View Full Version : Control Scenario Question
11-30-2006, 10:00 PM
I'll try to simplify a question I asked in another forum in hopes of getting some input. Right now all I want to know i this kind of scenario is possible using a Basic Stamp; then I'll go ahead and worry about actually doing it.
I've got two large transmissions that I can control via 2 torquey Futaba servos...imagine the machine steering & turning like a tank; one transmission slows down or reverses the other moves ahead, and the machine turns. But once the turn is done, I need to get BOTH sides back in sync with each other, we'll call this Zero Position.
What I envision is using a Hall effect sensor, or optics on rotating shafts. I need the Stamp to tell Servo A "If side B isn't in position, movinf FORWARD, you stay in Neutral". Once the magnet/white stripe/whatever passes the sensor (into Zero Position) then Servo B can put the other side in action.
Can the Basic Stamp do this?
Here's an .avi of a test to help envision what I'm doing. It's of one leg, it will have six, and move a LOT slower...
Thanks for any help!
11-30-2006, 10:20 PM
It's not clear from your question what the "torquey Futaba Servos" do. One implication is that the "two large transmissions" are somehow 'shifted' ("controlled") by the servo's. Another implication is that the servo's are actually driving the transmission.
If the servo's are driving the transmission, then why do they have to 'sync up' at any point? Theoretically, you could start the 'second' tread at any point in a turn, and the tank would go forward from that point.
If you ARE using 'servo' control signals (a 1 to 2 mSec pulse, repeated every 20 mSec or so), then the BS2 can monitor the 'stripe' detecting sensor between generated pulses. So in that way it is do-able.
11-30-2006, 10:32 PM
I wanted to focus primarily what I wanted the servos to do, and not muck up the description with other stuff!
The servos will control two hydraulic spool valves (see pic), which in turn control hyd. motors. They have a center neutral, a forward & a reverse, so the servos will control direction (and speed, depending on how far the throw is).
I posted the link to show that while i need it to skid steer like a tank, it does not have treads. The "sync" is to maintain the classic hexapod "double tripod" method of locomotion between the legs. Per side, the legs are in sync becasue of chain & sprockets (again, see pic)
Is this any clearer?
Thanks for the input
11-30-2006, 10:57 PM
Yes, much clearer. So the servo's are indeed to control the hydraulic valves. And since you have a hexapod, in order to go forward and have the correct legs off the ground at the correct times you do NEED to 'sync up' the left and right leg action. Understood.

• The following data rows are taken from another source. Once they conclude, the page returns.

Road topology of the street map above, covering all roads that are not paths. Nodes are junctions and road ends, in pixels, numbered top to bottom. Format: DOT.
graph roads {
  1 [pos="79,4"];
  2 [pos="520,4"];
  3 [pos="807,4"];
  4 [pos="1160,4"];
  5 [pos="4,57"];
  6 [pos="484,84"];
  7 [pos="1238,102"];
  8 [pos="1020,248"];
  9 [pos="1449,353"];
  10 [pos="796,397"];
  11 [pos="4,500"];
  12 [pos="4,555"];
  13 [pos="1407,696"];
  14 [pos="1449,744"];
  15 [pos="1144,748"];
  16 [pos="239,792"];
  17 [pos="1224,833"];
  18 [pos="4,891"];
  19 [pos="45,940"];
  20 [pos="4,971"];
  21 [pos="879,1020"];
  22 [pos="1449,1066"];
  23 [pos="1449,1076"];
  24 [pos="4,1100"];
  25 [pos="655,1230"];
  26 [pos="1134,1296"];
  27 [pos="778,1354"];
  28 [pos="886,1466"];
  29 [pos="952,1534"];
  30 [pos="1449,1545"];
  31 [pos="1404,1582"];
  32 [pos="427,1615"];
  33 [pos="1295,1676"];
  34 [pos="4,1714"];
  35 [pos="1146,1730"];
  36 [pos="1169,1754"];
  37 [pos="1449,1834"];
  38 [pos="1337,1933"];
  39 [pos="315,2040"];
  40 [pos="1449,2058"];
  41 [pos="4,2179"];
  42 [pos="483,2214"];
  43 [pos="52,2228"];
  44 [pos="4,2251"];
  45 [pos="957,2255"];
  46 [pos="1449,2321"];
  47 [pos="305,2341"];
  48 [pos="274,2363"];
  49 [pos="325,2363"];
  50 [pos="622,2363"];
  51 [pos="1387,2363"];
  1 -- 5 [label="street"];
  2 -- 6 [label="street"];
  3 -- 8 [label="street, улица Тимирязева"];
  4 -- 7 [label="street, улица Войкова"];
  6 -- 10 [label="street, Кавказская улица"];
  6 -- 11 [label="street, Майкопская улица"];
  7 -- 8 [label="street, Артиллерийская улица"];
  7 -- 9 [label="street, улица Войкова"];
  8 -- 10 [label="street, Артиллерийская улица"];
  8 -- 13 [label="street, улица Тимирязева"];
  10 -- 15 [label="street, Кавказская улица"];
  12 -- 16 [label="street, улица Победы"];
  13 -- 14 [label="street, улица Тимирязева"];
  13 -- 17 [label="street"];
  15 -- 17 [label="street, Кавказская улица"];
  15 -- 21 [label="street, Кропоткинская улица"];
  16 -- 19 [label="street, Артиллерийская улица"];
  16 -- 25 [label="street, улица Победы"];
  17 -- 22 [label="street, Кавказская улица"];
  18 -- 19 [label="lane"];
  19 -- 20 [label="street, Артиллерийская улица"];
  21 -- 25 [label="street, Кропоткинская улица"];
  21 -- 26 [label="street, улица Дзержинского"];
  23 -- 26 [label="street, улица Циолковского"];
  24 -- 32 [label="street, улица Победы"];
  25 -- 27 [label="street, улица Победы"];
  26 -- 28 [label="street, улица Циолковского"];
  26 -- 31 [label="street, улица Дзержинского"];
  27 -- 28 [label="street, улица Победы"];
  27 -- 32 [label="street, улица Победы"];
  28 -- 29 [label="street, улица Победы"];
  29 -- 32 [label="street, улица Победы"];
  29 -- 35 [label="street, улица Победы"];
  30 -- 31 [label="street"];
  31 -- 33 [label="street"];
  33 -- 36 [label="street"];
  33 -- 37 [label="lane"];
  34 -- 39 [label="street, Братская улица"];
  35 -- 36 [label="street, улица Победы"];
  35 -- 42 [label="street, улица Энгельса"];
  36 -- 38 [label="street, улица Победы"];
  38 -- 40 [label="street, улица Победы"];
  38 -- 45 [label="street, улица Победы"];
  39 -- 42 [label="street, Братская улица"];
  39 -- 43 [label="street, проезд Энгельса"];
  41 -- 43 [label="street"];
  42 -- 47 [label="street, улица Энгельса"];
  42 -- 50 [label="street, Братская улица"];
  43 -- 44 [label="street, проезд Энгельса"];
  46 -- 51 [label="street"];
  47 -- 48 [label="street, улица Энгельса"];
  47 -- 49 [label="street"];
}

The only risk you run with using the BS2 in this way is during the 1 to 2 mSec 'PULSOUT' to drive the moving side, the BS2 might miss the 'sync' mark on the chain. 1 mSec is a very small time in terms of how much chain can go past the sensor, so if you made the mark big enough you should be able to guarantee it would not be missed.
In pseudocode, the 'sync_up' routine would look something like:
· StepValue = 0
· GOSUB CheckSensor
· WHILE NOT SensorHit DO
··· IF StepValue = 0 THEN
······ PULSOUT LeftServo, 1· ' Send 1 mSec pulse
······ PAUSE 1··· ' Else, pause 1 mSec
··· StepValue = StepValue + 1
··· IF StepValue = 20 THEN
····· StepValue = 0
·· GOSUB CheckSensor
The 'pause 1' and stepvalue up to 20 stuff is so you can check the sensor in the 20 mSec 'dead time' between pulsout commands.· Note that above code should probably be modified to have a 'timeout' value too.
Post Edited (allanlane5) : 11/30/2006 3:07:01 PM GMT
12-01-2006, 12:02 AM
Another possibility is to use a proportional hydraulic valve. I think the last ones I used were Vickers. Basically -8 to 0 to +8 volts gave 0 to perhaps 10 gpm . Very clean setup and no mechanical linkages.
For bigger stuff, the prop valve feeds a big pilot operated spool valve.
12-01-2006, 12:10 AM
This is a description of the valve; Sound like whe you're talking about?
"The variable displacement pump features a
cradle swashplate with a direct-proportional dis-
placement control. These pumps
provide an infinitely variable speed range be-
tween zero and full displacement in both forward
and reverse modes of operation."